§ **Problem to solve**:
From the data below, copy exactly the lines that lie between the one holding "cairo_t *ctx = cairo_create(surface);" and the one holding "cairo_set_miter_limit(ctx, 4);", including both, and nothing more.

(Stored data)
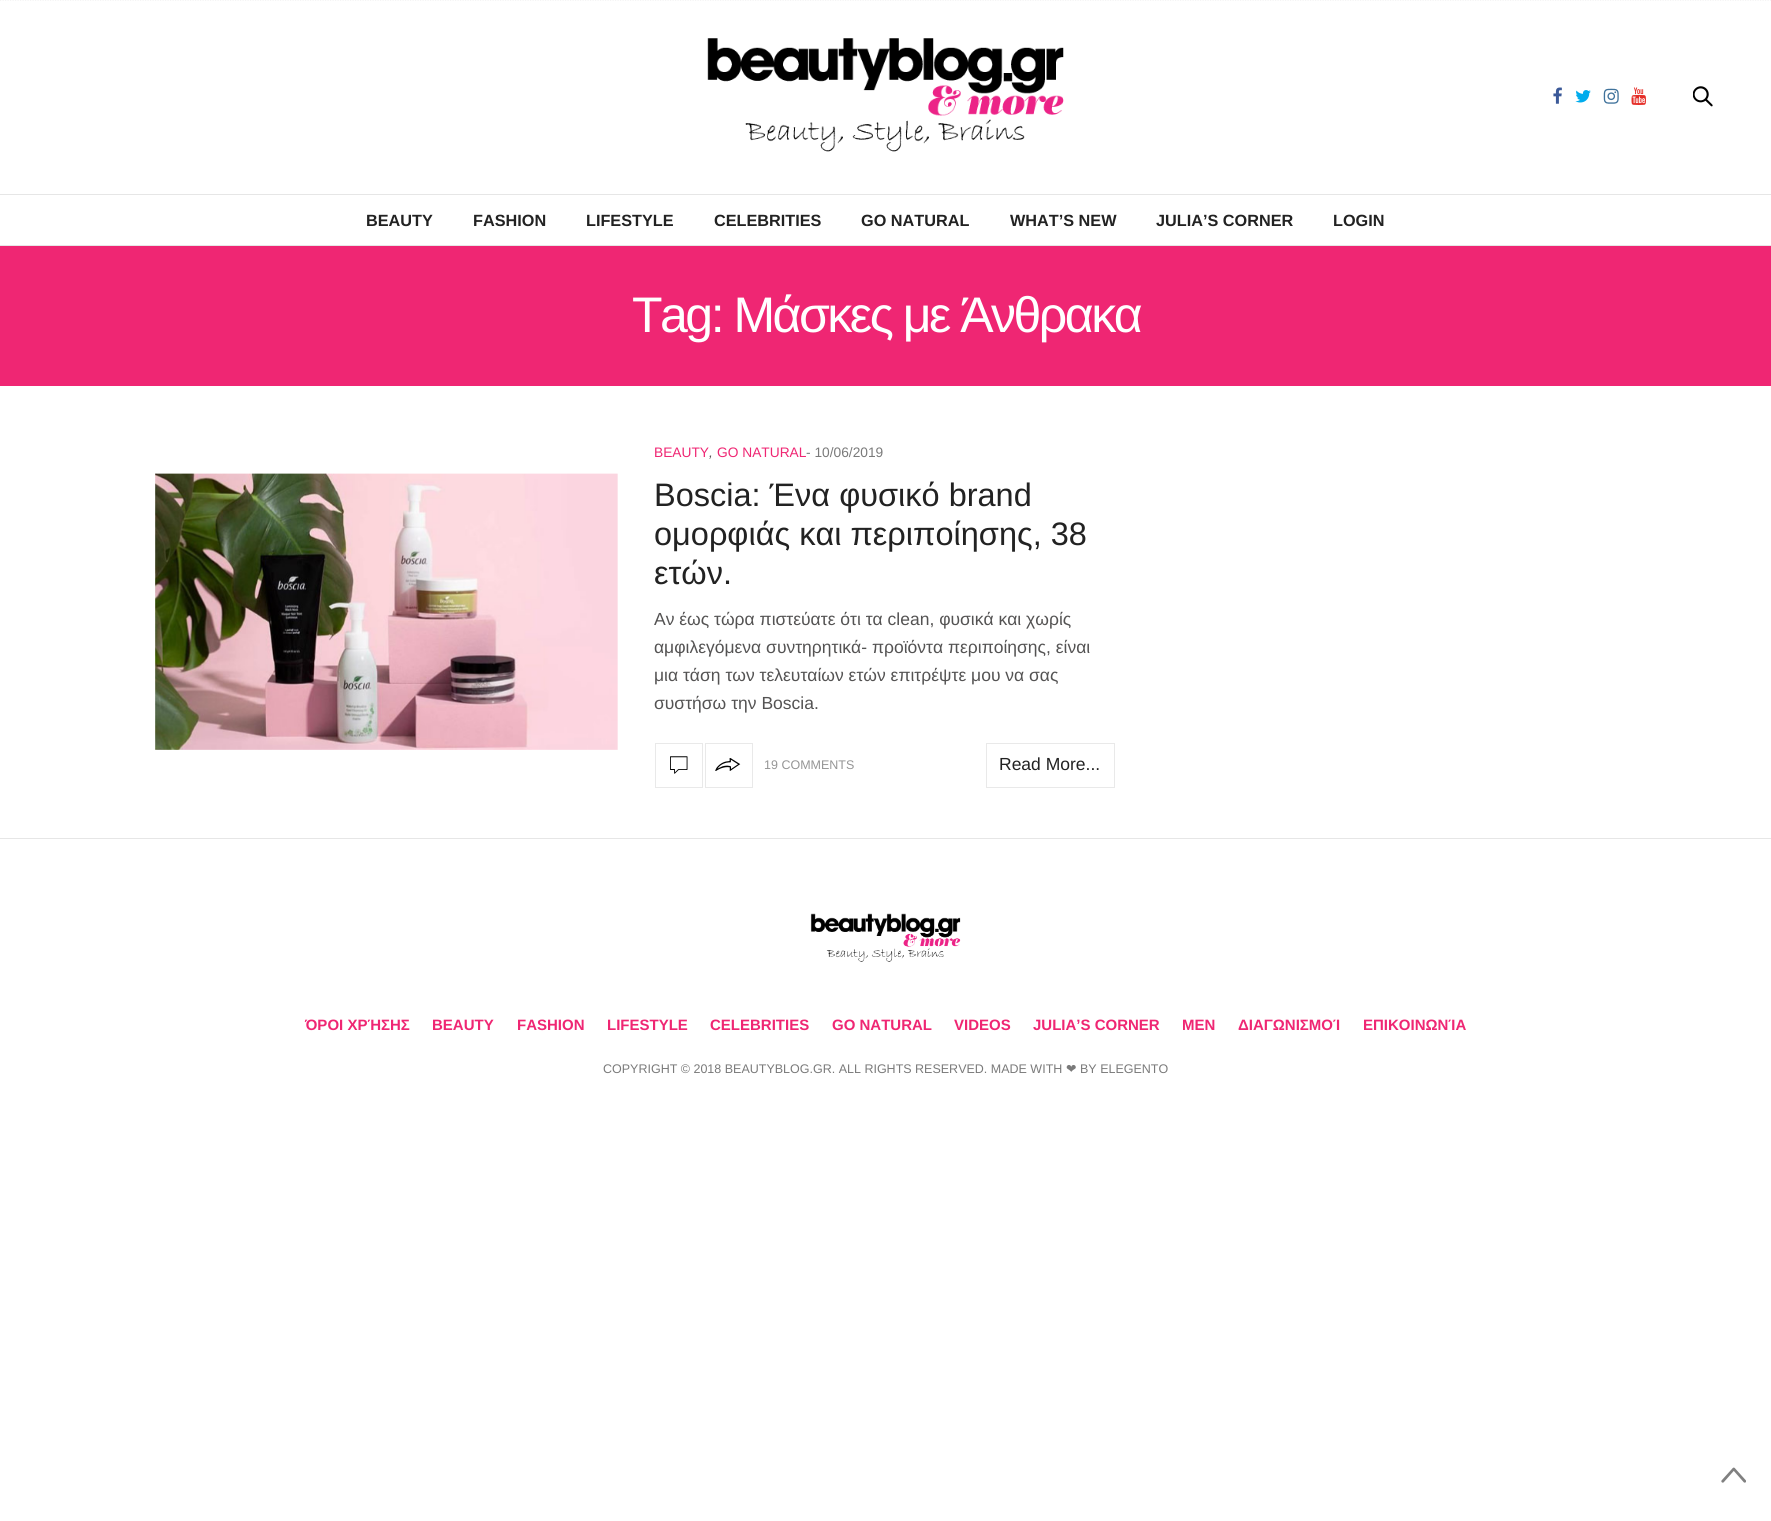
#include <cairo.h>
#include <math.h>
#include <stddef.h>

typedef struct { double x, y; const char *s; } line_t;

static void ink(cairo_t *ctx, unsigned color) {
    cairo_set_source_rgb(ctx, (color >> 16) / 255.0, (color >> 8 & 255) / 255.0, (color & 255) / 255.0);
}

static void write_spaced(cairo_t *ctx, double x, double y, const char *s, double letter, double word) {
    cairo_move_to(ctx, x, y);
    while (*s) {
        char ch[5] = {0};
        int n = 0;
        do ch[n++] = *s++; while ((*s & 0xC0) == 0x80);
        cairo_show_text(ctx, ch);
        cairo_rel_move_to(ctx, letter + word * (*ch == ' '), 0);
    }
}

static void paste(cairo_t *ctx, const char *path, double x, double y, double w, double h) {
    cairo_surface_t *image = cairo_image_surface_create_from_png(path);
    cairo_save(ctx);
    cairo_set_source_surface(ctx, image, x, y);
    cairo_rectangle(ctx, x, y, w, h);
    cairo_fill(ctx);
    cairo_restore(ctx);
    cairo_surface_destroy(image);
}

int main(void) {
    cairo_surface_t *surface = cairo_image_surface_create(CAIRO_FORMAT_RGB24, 1771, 1521);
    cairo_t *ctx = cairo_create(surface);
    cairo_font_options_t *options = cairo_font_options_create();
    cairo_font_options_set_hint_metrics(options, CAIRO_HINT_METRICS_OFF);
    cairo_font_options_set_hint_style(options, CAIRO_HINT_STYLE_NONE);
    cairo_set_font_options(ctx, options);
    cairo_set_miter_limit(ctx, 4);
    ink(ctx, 0xFFFFFF);
    cairo_paint(ctx);
    cairo_new_path(ctx);
    cairo_move_to(ctx, 0, -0.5);
    cairo_line_to(ctx, 1771, -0.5);
    ink(ctx, 0x959595);
    cairo_set_line_width(ctx, 1.2);
    cairo_set_dash(ctx, (double[]){1.25, 1.25}, 2, 0);
    cairo_stroke(ctx);
    ink(ctx, 0xE6E6E6);
    cairo_rectangle(ctx, 0, 194, 1771, 1);
    cairo_fill(ctx);
    paste(ctx, "media/1.png", 707, 38, 357, 114);
    paste(ctx, "media/2.png", 1553, 87, 9, 17);
    paste(ctx, "media/3.png", 1575, 90, 16, 13);
    paste(ctx, "media/4.png", 1603, 88, 16, 16);
    paste(ctx, "media/5.png", 1631, 87, 15, 18);
    paste(ctx, "media/6.png", 1693, 86, 20, 21);
    cairo_rectangle(ctx, 0, 245, 1771, 1);
    cairo_fill(ctx);
    cairo_select_font_face(ctx, "Liberation Sans", CAIRO_FONT_SLANT_NORMAL, CAIRO_FONT_WEIGHT_BOLD);
    cairo_set_font_size(ctx, 16.25);
    ink(ctx, 0x222222);
    {
        static const line_t items[] = {
            {366, 226, "BEAUTY"},
            {473, 226, "FASHION"},
            {586, 226, "LIFESTYLE"},
            {714, 226, "CELEBRITIES"},
            {861, 226, "GO NATURAL"},
            {1010, 226, "WHAT’S NEW"},
            {1156, 226, "JULIA’S CORNER"},
            {1333, 226, "LOGIN"},
        };
        for (size_t i = 0; i < sizeof items / sizeof *items; i++) {
            cairo_move_to(ctx, items[i].x, items[i].y);
            cairo_show_text(ctx, items[i].s);
        }
    }
    ink(ctx, 0xEF2673);
    cairo_rectangle(ctx, 0, 246, 1771, 140);
    cairo_fill(ctx);
    cairo_select_font_face(ctx, "Liberation Sans", CAIRO_FONT_SLANT_NORMAL, CAIRO_FONT_WEIGHT_NORMAL);
    cairo_set_font_size(ctx, 50);
    ink(ctx, 0xFFFFFF);
    write_spaced(ctx, 632, 332, "Tag: Μάσκες με Άνθρακα", -2.5, 0);
    paste(ctx, "media/7.png", 155, 473, 463, 277);
    cairo_set_font_size(ctx, 13.75);
    ink(ctx, 0xEF2673);
    cairo_move_to(ctx, 654, 457);
    cairo_show_text(ctx, "BEAUTY");
    cairo_select_font_face(ctx, "Liberation Sans", CAIRO_FONT_SLANT_ITALIC, CAIRO_FONT_WEIGHT_NORMAL);
    ink(ctx, 0x545353);
    cairo_move_to(ctx, 709, 457);
    cairo_show_text(ctx, ",");
    cairo_select_font_face(ctx, "Liberation Sans", CAIRO_FONT_SLANT_NORMAL, CAIRO_FONT_WEIGHT_NORMAL);
    ink(ctx, 0xEF2673);
    cairo_move_to(ctx, 717, 457);
    cairo_show_text(ctx, "GO NATURAL");
    ink(ctx, 0x7A7A7A);
    cairo_move_to(ctx, 806, 457);
    cairo_show_text(ctx, "- 10/06/2019");
    cairo_set_font_size(ctx, 32.5);
    ink(ctx, 0x222222);
    {
        static const line_t items[] = {
            {654, 506, "Boscia: Ένα φυσικό brand"},
            {654, 545, "ομορφιάς και περιποίησης, 38"},
            {654, 584, "ετών."},
        };
        for (size_t i = 0; i < sizeof items / sizeof *items; i++) {
            cairo_move_to(ctx, items[i].x, items[i].y);
            cairo_show_text(ctx, items[i].s);
        }
    }
    cairo_set_font_size(ctx, 17.5);
    ink(ctx, 0x545353);
    {
        static const line_t items[] = {
            {654, 625, "Αν έως τώρα πιστεύατε ότι τα clean, φυσικά και χωρίς"},
            {654, 653, "αμφιλεγόμενα συντηρητικά- προϊόντα περιποίησης, είναι"},
            {654, 681, "μια τάση των τελευταίων ετών επιτρέψτε μου να σας"},
            {654, 709, "συστήσω την Boscia."},
        };
        for (size_t i = 0; i < sizeof items / sizeof *items; i++) {
            cairo_move_to(ctx, items[i].x, items[i].y);
            cairo_show_text(ctx, items[i].s);
        }
    }
    cairo_rectangle(ctx, 655.5, 743.5, 47, 44);
    ink(ctx, 0xE9E9E9);
    cairo_set_line_width(ctx, 1);
    cairo_set_dash(ctx, NULL, 0, 0);
    cairo_stroke(ctx);
    paste(ctx, "media/8.png", 670, 756, 18, 18);
    cairo_rectangle(ctx, 705.5, 743.5, 47, 44);
    cairo_stroke(ctx);
    paste(ctx, "media/9.png", 715, 758, 26, 13);
    cairo_set_font_size(ctx, 12.5);
    ink(ctx, 0x959595);
    cairo_move_to(ctx, 764, 769);
    cairo_show_text(ctx, "19 COMMENTS");
    cairo_rectangle(ctx, 986.5, 743.5, 128, 44);
    ink(ctx, 0xE9E9E9);
    cairo_stroke(ctx);
    cairo_set_font_size(ctx, 17.5);
    ink(ctx, 0x222222);
    cairo_move_to(ctx, 999, 770);
    cairo_show_text(ctx, "Read More...");
    ink(ctx, 0xE6E6E6);
    cairo_rectangle(ctx, 0, 838, 1771, 1);
    cairo_fill(ctx);
    paste(ctx, "media/10.png", 810, 913, 151, 49);
    cairo_select_font_face(ctx, "Liberation Sans", CAIRO_FONT_SLANT_NORMAL, CAIRO_FONT_WEIGHT_BOLD);
    cairo_set_font_size(ctx, 15);
    ink(ctx, 0xEF2673);
    {
        static const line_t items[] = {
            {305, 1030, "ΌΡΟΙ ΧΡΉΣΗΣ"},
            {432, 1030, "BEAUTY"},
            {517, 1030, "FASHION"},
            {607, 1030, "LIFESTYLE"},
            {710, 1030, "CELEBRITIES"},
            {832, 1030, "GO NATURAL"},
            {954, 1030, "VIDEOS"},
            {1033, 1030, "JULIA’S CORNER"},
            {1182, 1030, "MEN"},
            {1238, 1030, "ΔΙΑΓΩΝΙΣΜΟΊ"},
            {1363, 1030, "ΕΠΙΚΟΙΝΩΝΊΑ"},
        };
        for (size_t i = 0; i < sizeof items / sizeof *items; i++) {
            cairo_move_to(ctx, items[i].x, items[i].y);
            cairo_show_text(ctx, items[i].s);
        }
    }
    cairo_select_font_face(ctx, "Liberation Sans", CAIRO_FONT_SLANT_NORMAL, CAIRO_FONT_WEIGHT_NORMAL);
    cairo_set_font_size(ctx, 12.5);
    ink(ctx, 0x7A7A7A);
    cairo_move_to(ctx, 603, 1073);
    cairo_show_text(ctx, "COPYRIGHT © 2018 BEAUTYBLOG.GR. ALL RIGHTS RESERVED. MADE WITH");
    cairo_select_font_face(ctx, "DejaVu Sans", CAIRO_FONT_SLANT_NORMAL, CAIRO_FONT_WEIGHT_NORMAL);
    cairo_move_to(ctx, 1066, 1073);
    cairo_show_text(ctx, "❤");
    cairo_select_font_face(ctx, "Liberation Sans", CAIRO_FONT_SLANT_NORMAL, CAIRO_FONT_WEIGHT_NORMAL);
    cairo_move_to(ctx, 1080, 1073);
    cairo_show_text(ctx, "BY ELEGENTO");
    paste(ctx, "media/11.png", 1721, 1467, 25, 16);
    cairo_surface_write_to_png(surface, "image.png");
    cairo_font_options_destroy(options);
    cairo_destroy(ctx);
    cairo_surface_destroy(surface);
    return 0;
}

§ **Answer to the problem**:
    cairo_t *ctx = cairo_create(surface);
    cairo_font_options_t *options = cairo_font_options_create();
    cairo_font_options_set_hint_metrics(options, CAIRO_HINT_METRICS_OFF);
    cairo_font_options_set_hint_style(options, CAIRO_HINT_STYLE_NONE);
    cairo_set_font_options(ctx, options);
    cairo_set_miter_limit(ctx, 4);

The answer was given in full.